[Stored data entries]
--
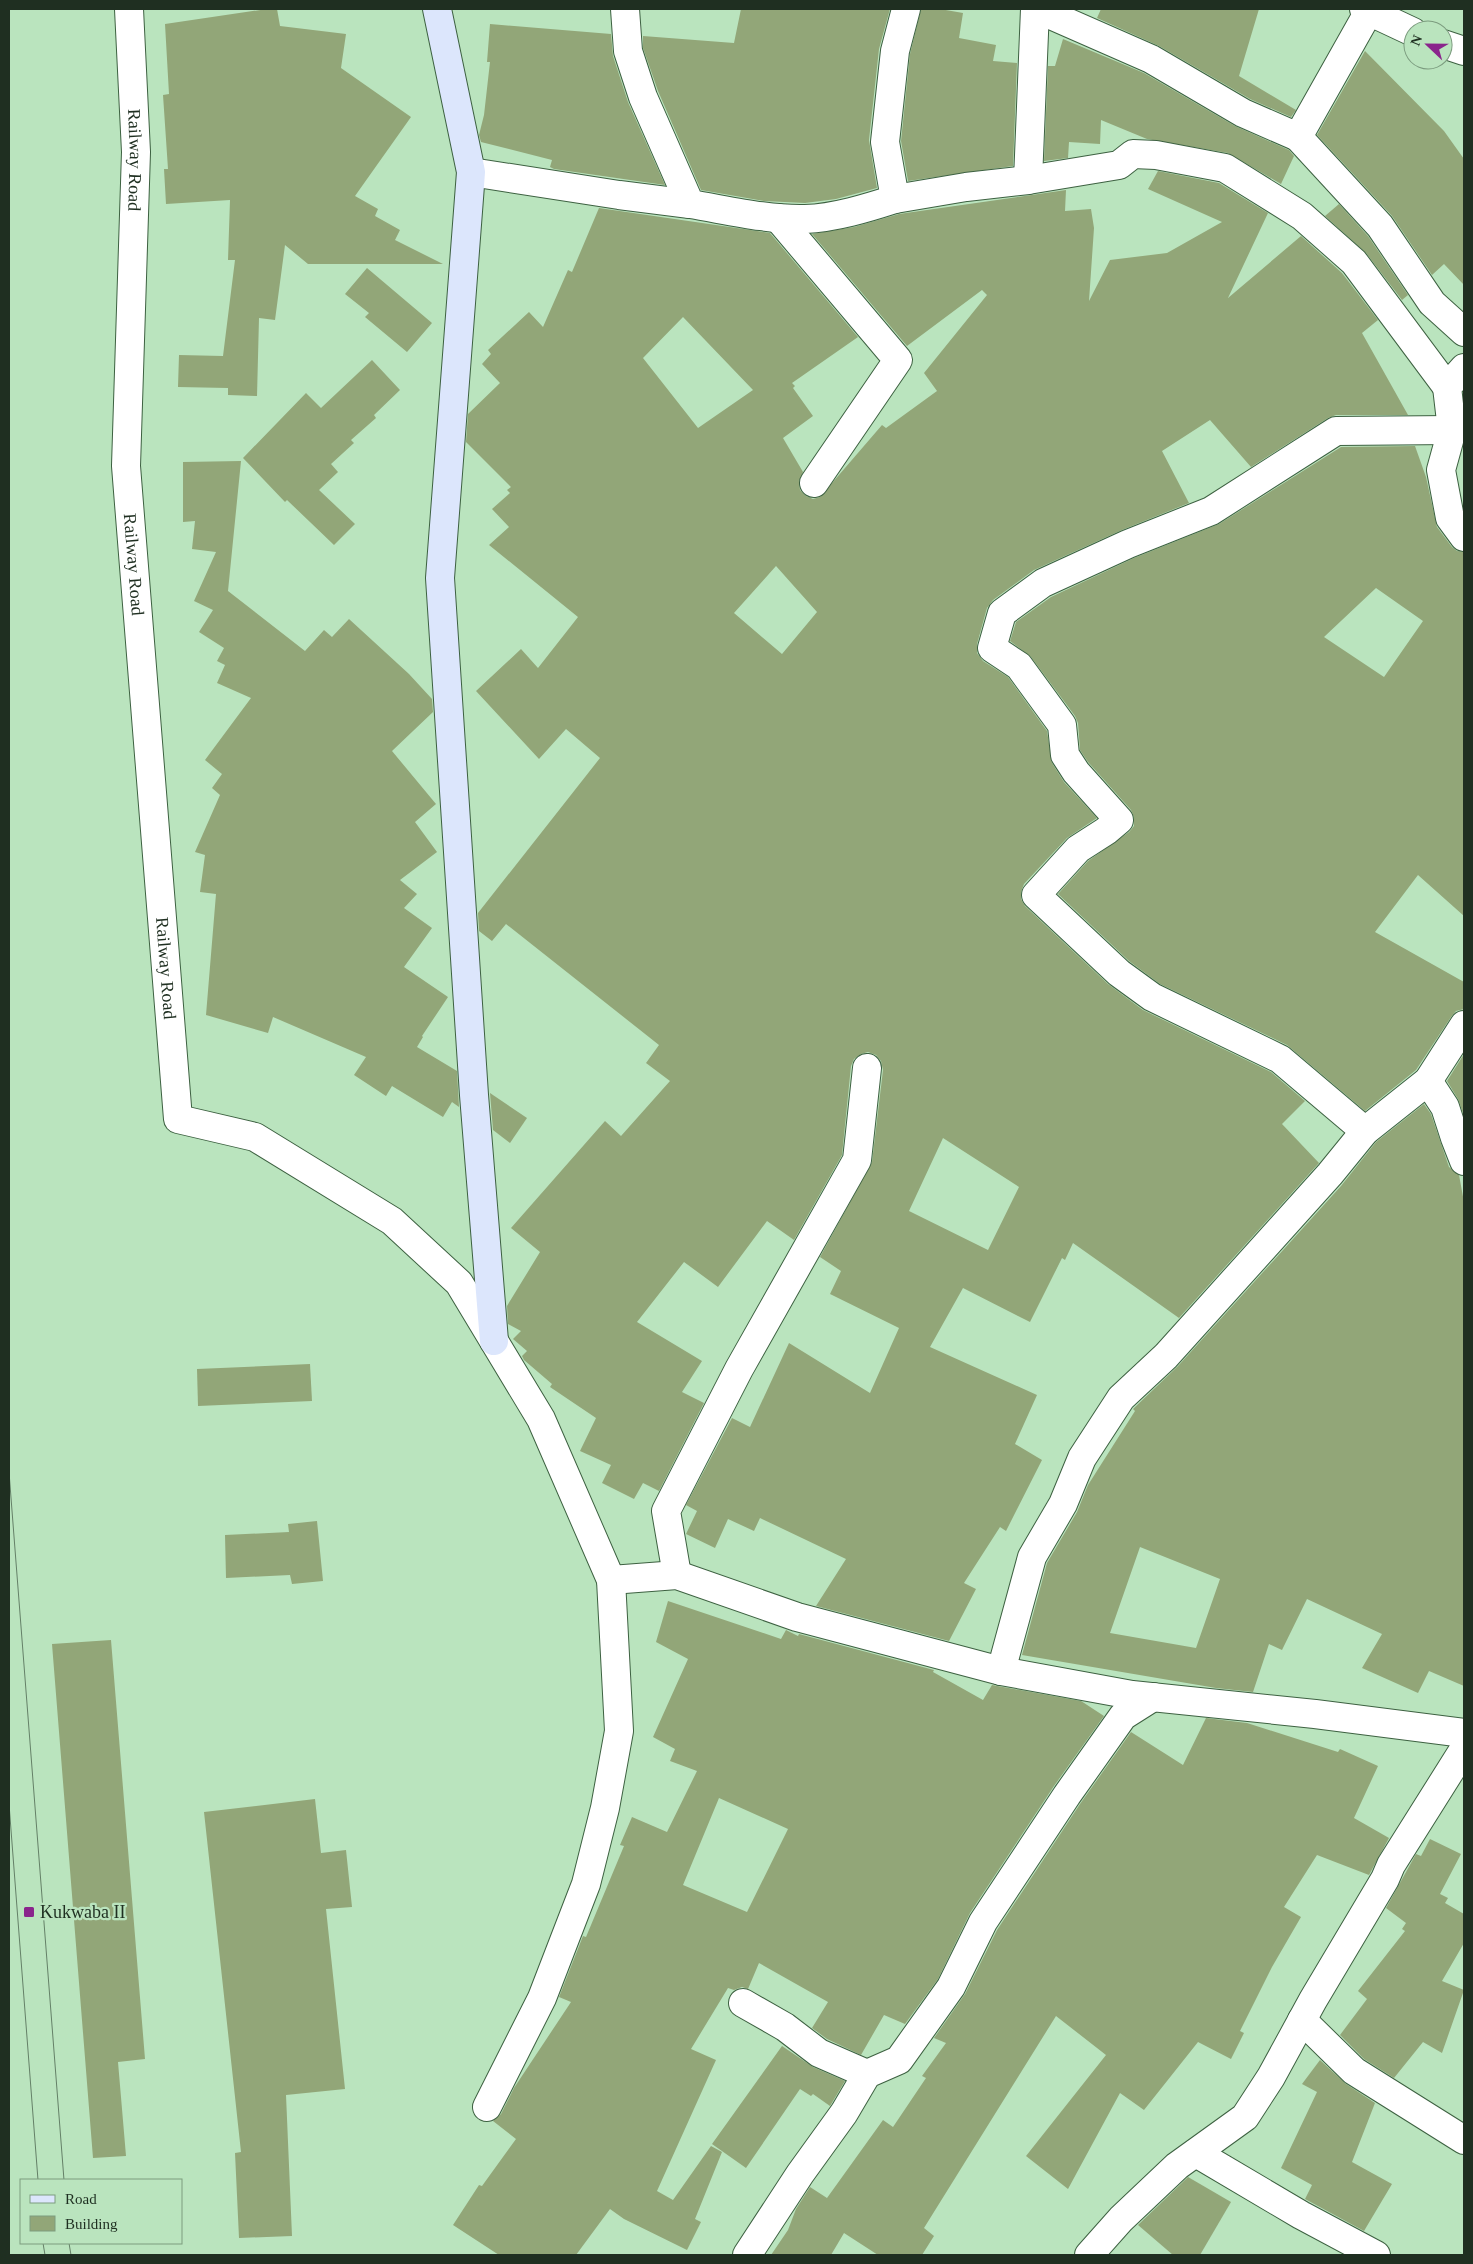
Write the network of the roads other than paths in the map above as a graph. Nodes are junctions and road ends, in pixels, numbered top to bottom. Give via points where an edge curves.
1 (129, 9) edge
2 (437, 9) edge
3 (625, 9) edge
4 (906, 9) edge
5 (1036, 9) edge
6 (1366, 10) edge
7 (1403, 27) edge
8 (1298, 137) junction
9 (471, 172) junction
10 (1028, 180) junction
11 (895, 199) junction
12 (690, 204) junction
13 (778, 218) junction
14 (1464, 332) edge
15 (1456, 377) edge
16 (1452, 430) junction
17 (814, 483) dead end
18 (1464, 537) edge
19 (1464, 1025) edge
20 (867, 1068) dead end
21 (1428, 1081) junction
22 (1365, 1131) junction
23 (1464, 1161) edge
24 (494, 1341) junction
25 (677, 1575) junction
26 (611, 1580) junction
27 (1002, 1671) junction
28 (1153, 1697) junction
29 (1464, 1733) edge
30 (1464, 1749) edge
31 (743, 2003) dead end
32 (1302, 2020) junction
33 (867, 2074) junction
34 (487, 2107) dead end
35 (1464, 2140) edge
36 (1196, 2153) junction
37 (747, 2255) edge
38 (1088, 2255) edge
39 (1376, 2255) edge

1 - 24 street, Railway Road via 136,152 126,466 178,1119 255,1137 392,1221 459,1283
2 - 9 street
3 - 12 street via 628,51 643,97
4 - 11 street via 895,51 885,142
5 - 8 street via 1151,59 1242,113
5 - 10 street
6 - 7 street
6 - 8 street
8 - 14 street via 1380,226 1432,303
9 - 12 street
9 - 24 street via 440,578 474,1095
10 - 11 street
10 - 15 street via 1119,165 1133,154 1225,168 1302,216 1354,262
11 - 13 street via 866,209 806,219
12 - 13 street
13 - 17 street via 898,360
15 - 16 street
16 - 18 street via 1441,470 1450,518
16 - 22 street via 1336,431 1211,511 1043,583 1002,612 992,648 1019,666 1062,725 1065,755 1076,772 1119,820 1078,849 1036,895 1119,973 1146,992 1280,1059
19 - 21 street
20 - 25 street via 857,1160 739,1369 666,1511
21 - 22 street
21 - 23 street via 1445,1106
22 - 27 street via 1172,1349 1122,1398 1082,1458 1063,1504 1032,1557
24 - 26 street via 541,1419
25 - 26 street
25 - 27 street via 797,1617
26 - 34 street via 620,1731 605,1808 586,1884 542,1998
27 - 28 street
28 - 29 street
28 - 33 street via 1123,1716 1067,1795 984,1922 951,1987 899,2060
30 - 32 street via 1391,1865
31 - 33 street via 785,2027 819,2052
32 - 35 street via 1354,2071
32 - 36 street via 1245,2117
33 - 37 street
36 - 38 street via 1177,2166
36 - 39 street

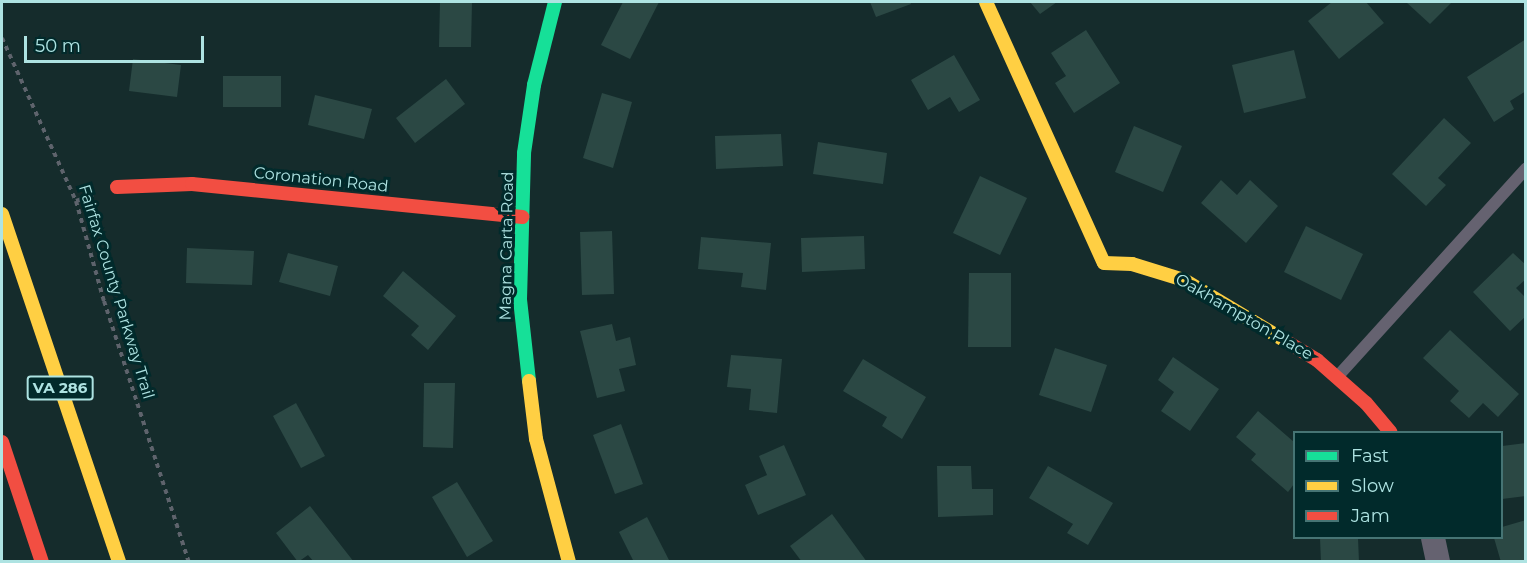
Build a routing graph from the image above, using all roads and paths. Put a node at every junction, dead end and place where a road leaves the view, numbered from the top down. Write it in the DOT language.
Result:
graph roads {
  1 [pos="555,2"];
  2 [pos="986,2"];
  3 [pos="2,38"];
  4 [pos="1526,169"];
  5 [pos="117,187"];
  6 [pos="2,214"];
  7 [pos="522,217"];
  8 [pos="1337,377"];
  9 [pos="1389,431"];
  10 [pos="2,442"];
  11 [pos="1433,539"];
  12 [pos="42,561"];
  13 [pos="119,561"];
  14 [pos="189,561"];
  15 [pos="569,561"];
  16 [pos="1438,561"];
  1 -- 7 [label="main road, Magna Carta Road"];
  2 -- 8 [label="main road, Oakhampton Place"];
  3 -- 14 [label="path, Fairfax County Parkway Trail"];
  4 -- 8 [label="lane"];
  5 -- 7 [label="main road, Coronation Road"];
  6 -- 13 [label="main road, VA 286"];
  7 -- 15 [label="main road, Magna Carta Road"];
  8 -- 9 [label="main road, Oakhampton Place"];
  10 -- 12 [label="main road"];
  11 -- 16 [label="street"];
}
--
- Work instructions
Lines above with the string "Write" need to be found and copied.

- Response to this task
Write the network of the roads other than paths in the map above as a graph. Nodes are junctions and road ends, in pixels, numbered top to bottom. Give via points where an edge curves.
Build a routing graph from the image above, using all roads and paths. Put a node at every junction, dead end and place where a road leaves the view, numbered from the top down. Write it in the DOT language.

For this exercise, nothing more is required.